Since 1972, the Student Academy Awards has recognized directors like Spike Lee, Robert Zemeckis and John Lasseter before they went on to have successful film careers. Now five USC students announced as finalists for the award may join their ranks.
The Student Academy is a program created by the Academy of Motion Pictures, Arts and Sciences to award innovative student filmmakers for achievement in documentary, animation, alternative and narrative film. The application is free, making it accessible to talent from diverse backgrounds.
Alumna Kelley Kali Chatman made a narrative film called “Lalo’s House,” which examines child sex trafficking on the island of Haiti.
“The cool thing about the Student Academy Awards is that there’s three slots,” Chatman said. “You can win gold, silver or bronze, but nonetheless you’ve won a Student Academy Award. It’s just remarkable.”
Chatman initially came to Haiti to study children’s rights and living conditions as part of her anthropology background. After the 2010 earthquake, she returned to help with relief efforts.
“I caught wind of a Catholic orphanage where the nun was allegedly putting 11- and 12-year-old girls out for prostitution, allowing men to come in and sleep with them for money,” Chatman said.
The discovery prompted eight years of research and film, during which she returned to Haiti periodically.
“What I came to find out was the nun wasn’t officially ordained by anyone,” Chatman said. “There’s a lot of organizations in Haiti and around the world that pose as benevolent organizations to put on a front and allow for sex trafficking to happen to children.”
Chatman’s project didn’t fully take off until after she was accepted into USC. Submitting the trailer in her application, she found the support and funding to realize her vision and get others on board as well.
“They saw my passion,” Chatman said. “They saw that I was backed up by USC and they said, ‘Okay, we have got your back.
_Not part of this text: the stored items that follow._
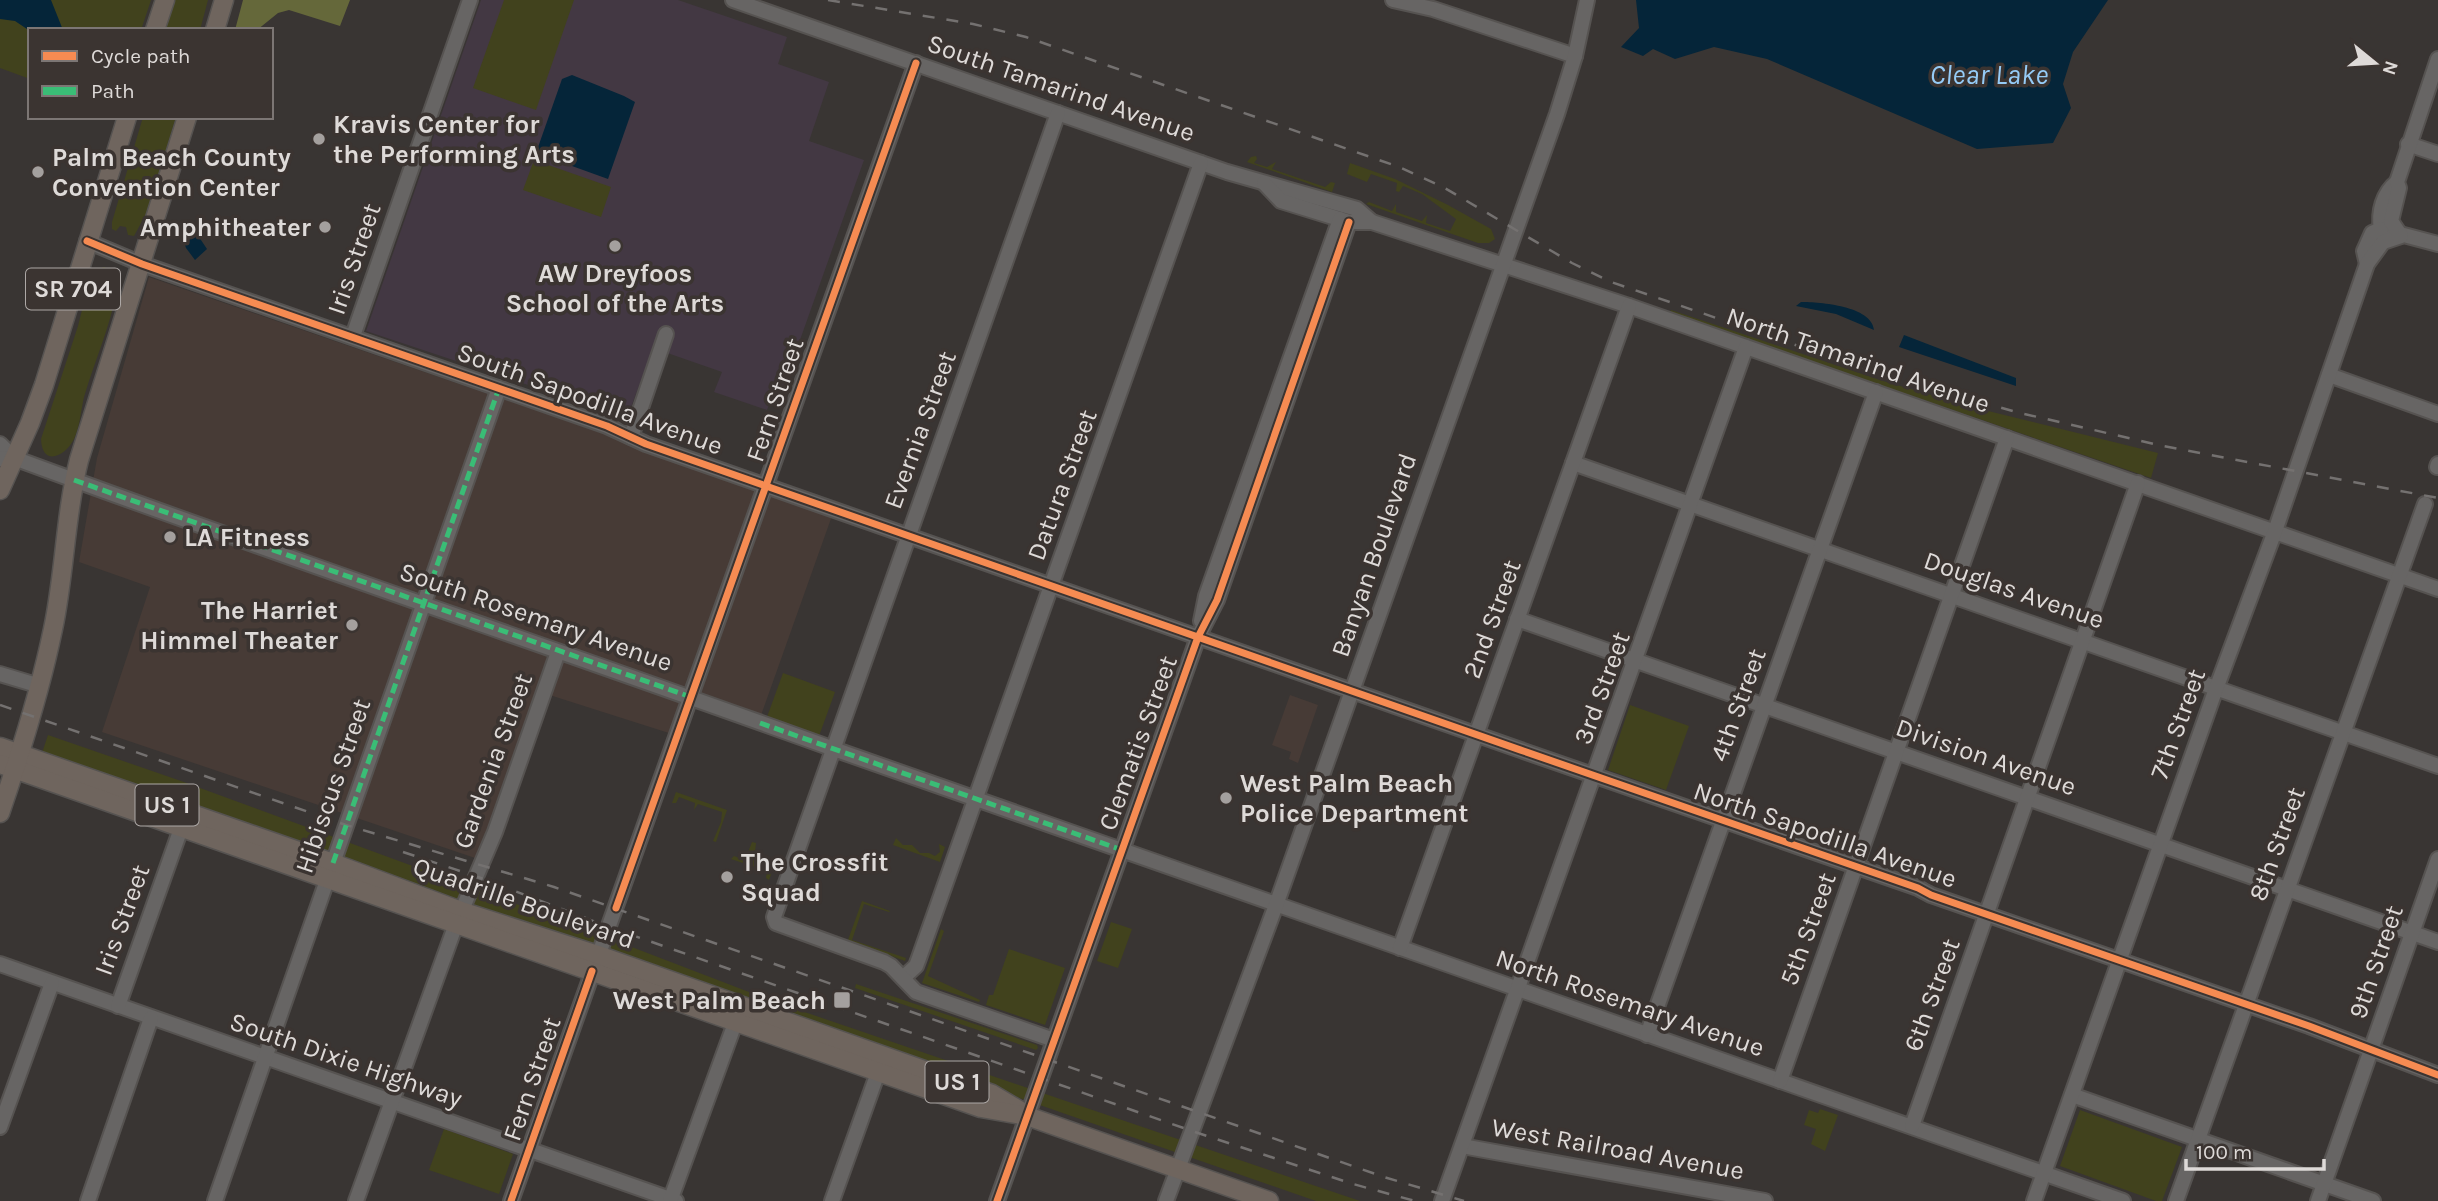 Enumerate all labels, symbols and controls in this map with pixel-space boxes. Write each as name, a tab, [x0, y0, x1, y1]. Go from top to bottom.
legend	[28, 28, 273, 119]
street label: South Tamarind Avenue	[923, 28, 1199, 148]
north arrow	[2340, 28, 2410, 98]
text: Cycle path	[91, 44, 191, 68]
water label: Clear Lake	[1930, 58, 2048, 91]
text: N	[2378, 58, 2403, 78]
text: Path	[91, 79, 135, 103]
place label: Kravis Center for the Performing Arts	[333, 109, 575, 170]
marker: Kravis Center for the Performing Arts	[311, 131, 327, 147]
place label: Palm Beach County Convention Center	[52, 142, 291, 203]
marker: Palm Beach County Convention Center	[30, 164, 46, 180]
street label: Iris Street	[321, 199, 388, 319]
place label: Amphitheater	[140, 212, 312, 243]
marker: Amphitheater	[317, 219, 333, 235]
marker: AW Dreyfoos School of the Arts	[607, 238, 623, 254]
place label: AW Dreyfoos School of the Arts	[506, 258, 724, 319]
road number: SR 704	[26, 268, 120, 310]
street label: North Tamarind Avenue	[1722, 300, 1994, 420]
street label: Fern Street	[739, 334, 811, 466]
street label: South Sapodilla Avenue	[453, 336, 727, 462]
street label: Evernia Street	[877, 347, 963, 513]
street label: Datura Street	[1020, 405, 1104, 565]
street label: Banyan Boulevard	[1325, 449, 1423, 661]
place label: LA Fitness	[184, 522, 310, 553]
marker: LA Fitness	[162, 529, 178, 545]
street label: Douglas Avenue	[1920, 545, 2108, 635]
street label: 2nd Street	[1456, 555, 1528, 682]
street label: South Rosemary Avenue	[396, 556, 676, 678]
place label: The Harriet Himmel Theater	[140, 595, 339, 656]
marker: The Harriet Himmel Theater	[344, 617, 360, 633]
street label: 3rd Street	[1567, 627, 1637, 749]
street label: 4th Street	[1703, 644, 1773, 766]
street label: Clematis Street	[1092, 651, 1184, 835]
street label: 7th Street	[2144, 664, 2212, 783]
street label: Gardenia Street	[447, 669, 539, 853]
street label: Hibiscus Street	[289, 695, 377, 877]
street label: Division Avenue	[1892, 712, 2080, 802]
place label: West Palm Beach Police Department	[1240, 768, 1468, 829]
street label: North Sapodilla Avenue	[1689, 775, 1961, 895]
street label: 8th Street	[2242, 783, 2312, 905]
road number: US 1	[136, 784, 198, 826]
marker: West Palm Beach Police Department	[1218, 790, 1234, 806]
place label: The Crossfit Squad	[741, 847, 889, 908]
street label: Quadrille Boulevard	[409, 850, 639, 956]
street label: Iris Street	[88, 860, 156, 980]
street label: 5th Street	[1773, 868, 1843, 990]
marker: The Crossfit Squad	[719, 869, 735, 885]
street label: 9th Street	[2342, 901, 2410, 1023]
street label: 6th Street	[1897, 934, 1967, 1056]
street label: North Rosemary Avenue	[1492, 942, 1768, 1064]
place label: West Palm Beach	[613, 985, 826, 1016]
marker: West Palm Beach	[832, 990, 852, 1010]
street label: South Dixie Highway	[226, 1006, 466, 1114]
street label: Fern Street	[496, 1013, 568, 1145]
road number: US 1	[926, 1062, 988, 1102]
street label: West Railroad Avenue	[1489, 1112, 1747, 1186]
scale bar	[2186, 1128, 2324, 1172]
text: 100 m	[2196, 1140, 2253, 1164]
We’re going to make this movie with you.’”
As a Student Academy finalist, she’s grateful for the support she’s received. In turn, she wants audiences to see her film and realize the extent of trafficking in their own communities.
“I’m writing from a place of experience, but I want it to be known that this isn’t just a Haitian issue, it’s a world issue,” Chatman said. “We all need to wake up and see the signs and learn what the signs are and start to protect our children better.”
Mahaliyah Ayla O’s narrative film “Masks” focuses on mass shootings. As a survivor of a mass shooting at five-years-old and a queer woman, O felt a connection to the Pulse nightclub shooting in 2016.
“One day I was in my room, and the story just came to me in a flash ad I just had to get it out, so I wrote it down,” O said. “Initially, it wasn’t like ‘Oh yeah, I want to make a film, and I want to do this and that.’ It wasn’t really a conscious process.”
The idea didn’t surface into a film until she was asked to rework her master’s thesis after the professor she worked under left in the middle of the semester due to an emergency.
“I shared that story with [my advisor] that I’d written just alone in my room, not intending to share with anyone, and she thought it had potential,” O said. “She encouraged me to start developing it.”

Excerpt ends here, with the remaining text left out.